Which lines of the material hold the word "JSON"? Copy each one.

(Beginning of Data extract)

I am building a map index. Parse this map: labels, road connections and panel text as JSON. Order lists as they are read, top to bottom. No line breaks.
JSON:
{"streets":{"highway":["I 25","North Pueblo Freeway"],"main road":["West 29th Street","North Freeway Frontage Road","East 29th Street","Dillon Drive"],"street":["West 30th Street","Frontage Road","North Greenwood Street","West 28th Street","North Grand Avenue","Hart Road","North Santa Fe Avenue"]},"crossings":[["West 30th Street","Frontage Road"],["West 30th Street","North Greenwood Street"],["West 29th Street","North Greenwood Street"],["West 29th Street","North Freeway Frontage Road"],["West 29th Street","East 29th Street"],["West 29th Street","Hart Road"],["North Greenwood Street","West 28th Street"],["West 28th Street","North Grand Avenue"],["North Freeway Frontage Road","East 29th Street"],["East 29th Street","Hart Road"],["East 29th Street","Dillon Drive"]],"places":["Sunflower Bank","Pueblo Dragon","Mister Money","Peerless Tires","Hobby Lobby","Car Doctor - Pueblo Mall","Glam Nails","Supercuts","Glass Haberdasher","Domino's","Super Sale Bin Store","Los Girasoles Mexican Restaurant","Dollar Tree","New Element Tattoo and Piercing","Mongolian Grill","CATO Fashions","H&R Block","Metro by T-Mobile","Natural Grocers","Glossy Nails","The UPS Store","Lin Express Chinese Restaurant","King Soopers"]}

(End of Data extract)

▶ _Answer_
I am building a map index. Parse this map: labels, road connections and panel text as JSON. Order lists as they are read, top to bottom. No line breaks.
JSON:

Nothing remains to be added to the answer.